[Work item]
In your copy, include no images and return each entry exactly as written.

Collected data entries

□ □ □ □ □ □ □

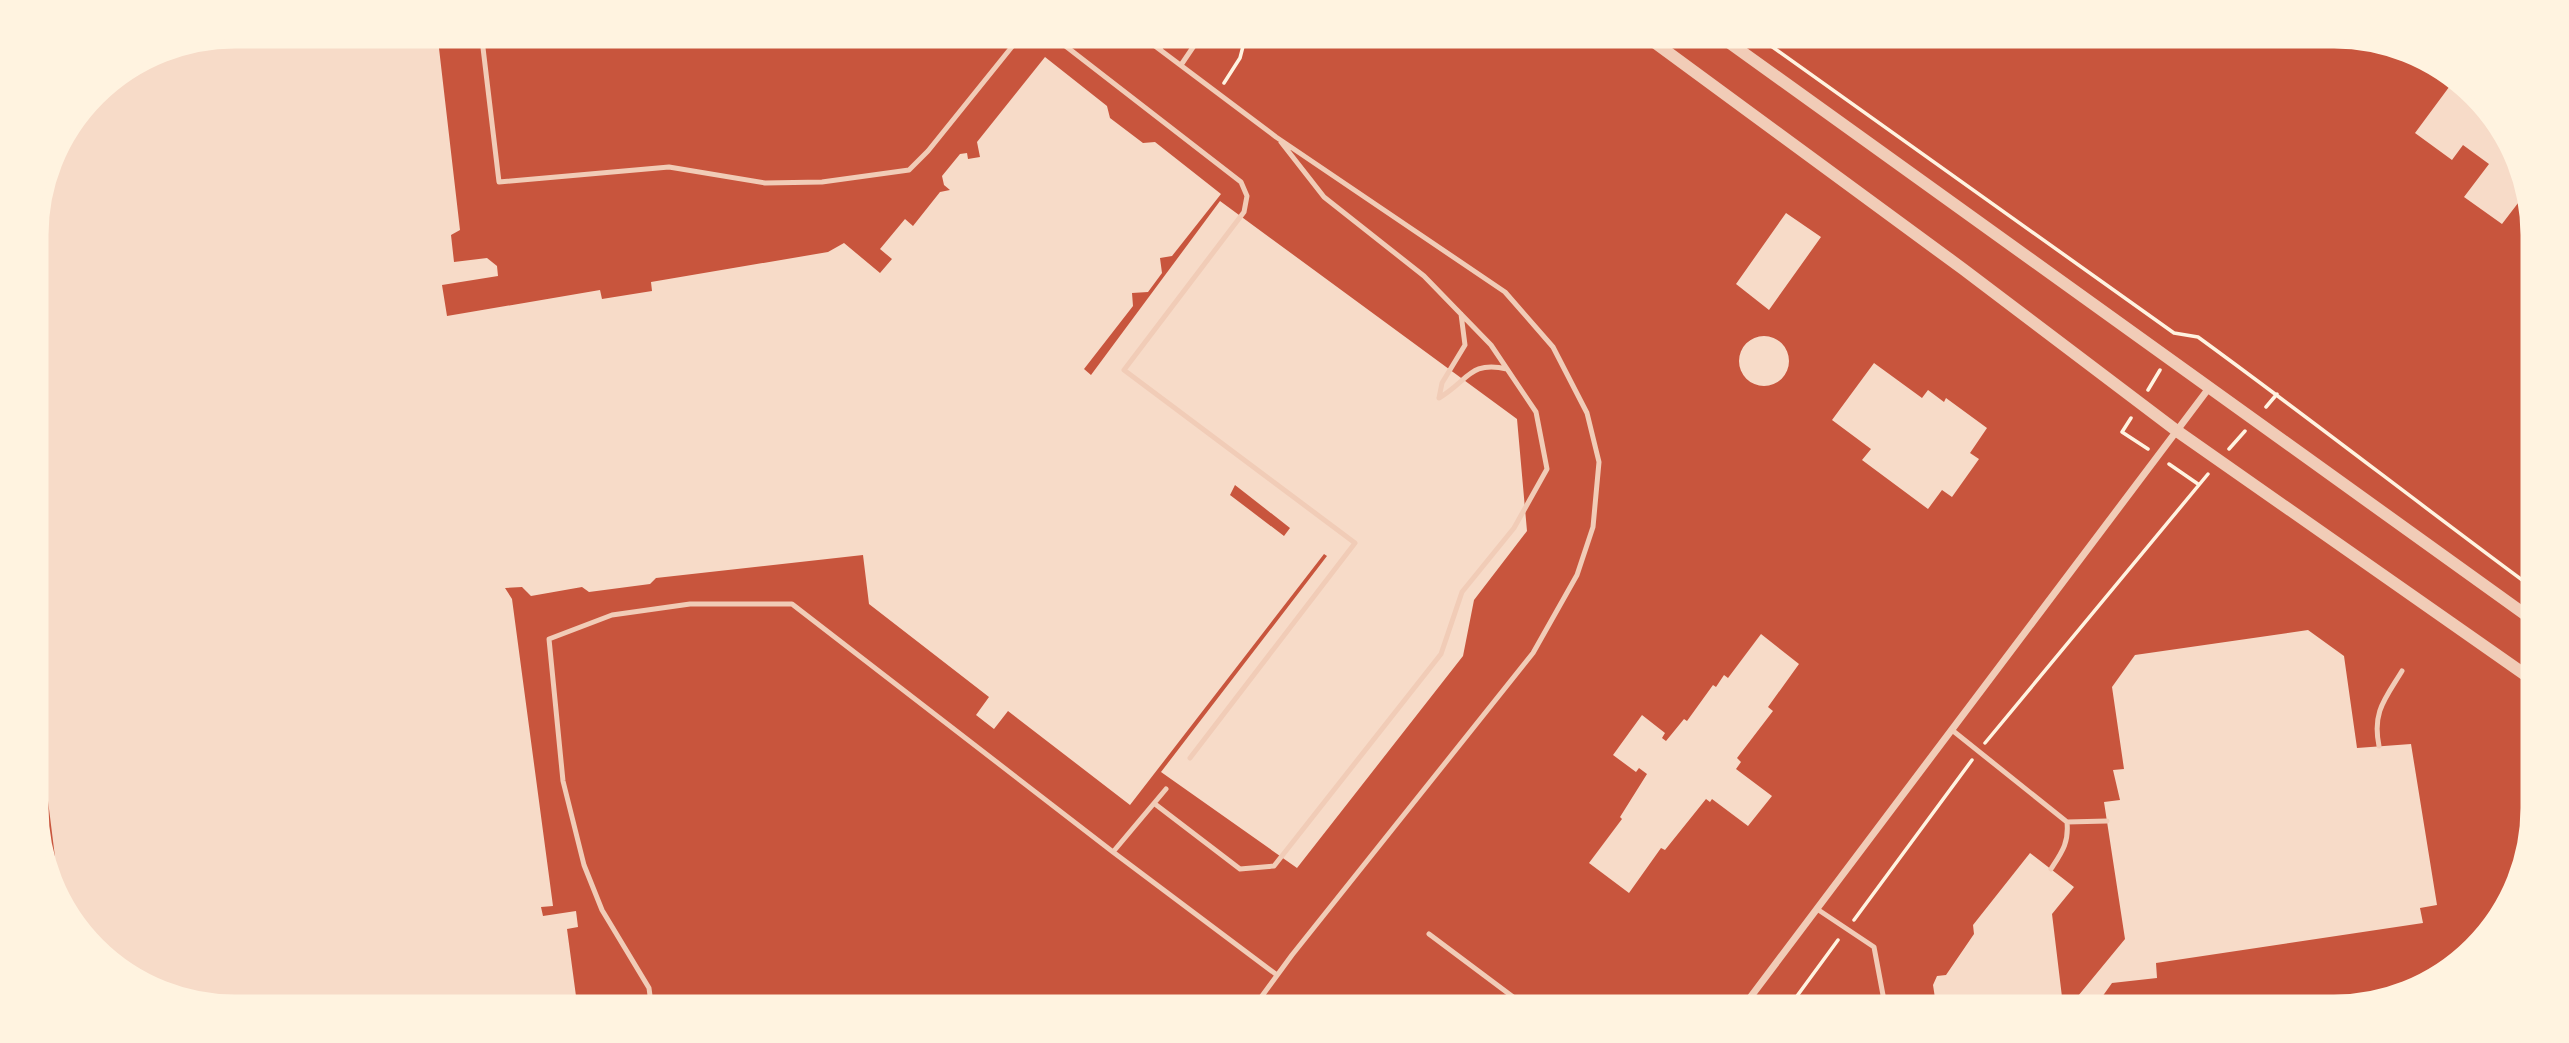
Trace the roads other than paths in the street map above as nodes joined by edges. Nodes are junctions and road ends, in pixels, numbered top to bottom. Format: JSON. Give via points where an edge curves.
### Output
{"nodes":[{"id":1,"x":482,"y":44,"type":"edge"},
{"id":2,"x":1015,"y":44,"type":"edge"},
{"id":3,"x":1063,"y":44,"type":"edge"},
{"id":4,"x":1153,"y":44,"type":"edge"},
{"id":5,"x":1162,"y":44,"type":"edge"},
{"id":6,"x":1195,"y":44,"type":"edge"},
{"id":7,"x":1655,"y":44,"type":"edge"},
{"id":8,"x":1730,"y":44,"type":"edge"},
{"id":9,"x":1160,"y":49,"type":"junction"},
{"id":10,"x":1181,"y":65,"type":"junction"},
{"id":11,"x":1276,"y":137,"type":"junction"},
{"id":12,"x":1461,"y":314,"type":"junction"},
{"id":13,"x":1507,"y":369,"type":"junction"},
{"id":14,"x":2209,"y":387,"type":"junction"},
{"id":15,"x":2177,"y":431,"type":"junction"},
{"id":16,"x":2525,"y":614,"type":"edge"},
{"id":17,"x":2402,"y":671,"type":"dead end"},
{"id":18,"x":2525,"y":675,"type":"edge"},
{"id":19,"x":1952,"y":730,"type":"junction"},
{"id":20,"x":2379,"y":746,"type":"dead end"},
{"id":21,"x":1190,"y":758,"type":"dead end"},
{"id":22,"x":1166,"y":789,"type":"dead end"},
{"id":23,"x":1155,"y":804,"type":"junction"},
{"id":24,"x":2108,"y":821,"type":"dead end"},
{"id":25,"x":2067,"y":822,"type":"junction"},
{"id":26,"x":1113,"y":852,"type":"junction"},
{"id":27,"x":2051,"y":869,"type":"dead end"},
{"id":28,"x":1817,"y":909,"type":"junction"},
{"id":29,"x":1429,"y":934,"type":"dead end"},
{"id":30,"x":1277,"y":975,"type":"junction"},
{"id":31,"x":650,"y":999,"type":"edge"},
{"id":32,"x":1260,"y":999,"type":"edge"},
{"id":33,"x":1516,"y":999,"type":"edge"},
{"id":34,"x":1749,"y":999,"type":"edge"},
{"id":35,"x":1883,"y":999,"type":"edge"}],
"edges":[{"from":1,"to":2,"type":"lane","via":[[499,182],[669,167],[765,183],[834,181],[909,170]]},
{"from":3,"to":21,"type":"lane","via":[[1241,181],[1247,196],[1244,212],[1124,370],[1355,543]]},
{"from":4,"to":9,"type":"lane"},
{"from":5,"to":9,"type":"lane"},
{"from":6,"to":10,"type":"lane"},
{"from":7,"to":15,"type":"street"},
{"from":8,"to":14,"type":"street"},
{"from":9,"to":10,"type":"lane"},
{"from":10,"to":11,"type":"lane"},
{"from":11,"to":12,"type":"lane","via":[[1324,197],[1424,276]]},
{"from":11,"to":30,"type":"lane","via":[[1505,292],[1553,347],[1587,413],[1599,463],[1593,527],[1577,575],[1533,653]]},
{"from":12,"to":13,"type":"lane"},
{"from":12,"to":13,"type":"lane","via":[[1465,345],[1442,383],[1439,398],[1474,369],[1493,365]]},
{"from":13,"to":23,"type":"lane","via":[[1536,412],[1547,469],[1514,528],[1462,592],[1441,654],[1274,866],[1240,869]]},
{"from":14,"to":15,"type":"street"},
{"from":14,"to":16,"type":"street"},
{"from":15,"to":18,"type":"street"},
{"from":15,"to":19,"type":"street"},
{"from":17,"to":20,"type":"lane","via":[[2382,704],[2376,728]]},
{"from":19,"to":25,"type":"lane"},
{"from":19,"to":28,"type":"street"},
{"from":22,"to":23,"type":"lane"},
{"from":23,"to":26,"type":"lane"},
{"from":24,"to":25,"type":"lane"},
{"from":25,"to":27,"type":"lane","via":[[2069,838]]},
{"from":26,"to":30,"type":"lane"},
{"from":26,"to":31,"type":"lane","via":[[792,604],[690,604],[612,615],[549,639],[555,712],[563,781],[584,865],[601,910],[649,988]]},
{"from":28,"to":34,"type":"street"},
{"from":28,"to":35,"type":"lane","via":[[1874,947]]},
{"from":29,"to":33,"type":"lane"},
{"from":30,"to":32,"type":"lane"}]}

□ □ □ □ □ □ □

[Result below]
Trace the roads other than paths in the street map above as nodes joined by edges. Nodes are junctions and road ends, in pixels, numbered top to bottom. Format: JSON. Give via points where an edge curves.
### Output
{"nodes":[{"id":1,"x":482,"y":44,"type":"edge"},
{"id":2,"x":1015,"y":44,"type":"edge"},
{"id":3,"x":1063,"y":44,"type":"edge"},
{"id":4,"x":1153,"y":44,"type":"edge"},
{"id":5,"x":1162,"y":44,"type":"edge"},
{"id":6,"x":1195,"y":44,"type":"edge"},
{"id":7,"x":1655,"y":44,"type":"edge"},
{"id":8,"x":1730,"y":44,"type":"edge"},
{"id":9,"x":1160,"y":49,"type":"junction"},
{"id":10,"x":1181,"y":65,"type":"junction"},
{"id":11,"x":1276,"y":137,"type":"junction"},
{"id":12,"x":1461,"y":314,"type":"junction"},
{"id":13,"x":1507,"y":369,"type":"junction"},
{"id":14,"x":2209,"y":387,"type":"junction"},
{"id":15,"x":2177,"y":431,"type":"junction"},
{"id":16,"x":2525,"y":614,"type":"edge"},
{"id":17,"x":2402,"y":671,"type":"dead end"},
{"id":18,"x":2525,"y":675,"type":"edge"},
{"id":19,"x":1952,"y":730,"type":"junction"},
{"id":20,"x":2379,"y":746,"type":"dead end"},
{"id":21,"x":1190,"y":758,"type":"dead end"},
{"id":22,"x":1166,"y":789,"type":"dead end"},
{"id":23,"x":1155,"y":804,"type":"junction"},
{"id":24,"x":2108,"y":821,"type":"dead end"},
{"id":25,"x":2067,"y":822,"type":"junction"},
{"id":26,"x":1113,"y":852,"type":"junction"},
{"id":27,"x":2051,"y":869,"type":"dead end"},
{"id":28,"x":1817,"y":909,"type":"junction"},
{"id":29,"x":1429,"y":934,"type":"dead end"},
{"id":30,"x":1277,"y":975,"type":"junction"},
{"id":31,"x":650,"y":999,"type":"edge"},
{"id":32,"x":1260,"y":999,"type":"edge"},
{"id":33,"x":1516,"y":999,"type":"edge"},
{"id":34,"x":1749,"y":999,"type":"edge"},
{"id":35,"x":1883,"y":999,"type":"edge"}],
"edges":[{"from":1,"to":2,"type":"lane","via":[[499,182],[669,167],[765,183],[834,181],[909,170]]},
{"from":3,"to":21,"type":"lane","via":[[1241,181],[1247,196],[1244,212],[1124,370],[1355,543]]},
{"from":4,"to":9,"type":"lane"},
{"from":5,"to":9,"type":"lane"},
{"from":6,"to":10,"type":"lane"},
{"from":7,"to":15,"type":"street"},
{"from":8,"to":14,"type":"street"},
{"from":9,"to":10,"type":"lane"},
{"from":10,"to":11,"type":"lane"},
{"from":11,"to":12,"type":"lane","via":[[1324,197],[1424,276]]},
{"from":11,"to":30,"type":"lane","via":[[1505,292],[1553,347],[1587,413],[1599,463],[1593,527],[1577,575],[1533,653]]},
{"from":12,"to":13,"type":"lane"},
{"from":12,"to":13,"type":"lane","via":[[1465,345],[1442,383],[1439,398],[1474,369],[1493,365]]},
{"from":13,"to":23,"type":"lane","via":[[1536,412],[1547,469],[1514,528],[1462,592],[1441,654],[1274,866],[1240,869]]},
{"from":14,"to":15,"type":"street"},
{"from":14,"to":16,"type":"street"},
{"from":15,"to":18,"type":"street"},
{"from":15,"to":19,"type":"street"},
{"from":17,"to":20,"type":"lane","via":[[2382,704],[2376,728]]},
{"from":19,"to":25,"type":"lane"},
{"from":19,"to":28,"type":"street"},
{"from":22,"to":23,"type":"lane"},
{"from":23,"to":26,"type":"lane"},
{"from":24,"to":25,"type":"lane"},
{"from":25,"to":27,"type":"lane","via":[[2069,838]]},
{"from":26,"to":30,"type":"lane"},
{"from":26,"to":31,"type":"lane","via":[[792,604],[690,604],[612,615],[549,639],[555,712],[563,781],[584,865],[601,910],[649,988]]},
{"from":28,"to":34,"type":"street"},
{"from":28,"to":35,"type":"lane","via":[[1874,947]]},
{"from":29,"to":33,"type":"lane"},
{"from":30,"to":32,"type":"lane"}]}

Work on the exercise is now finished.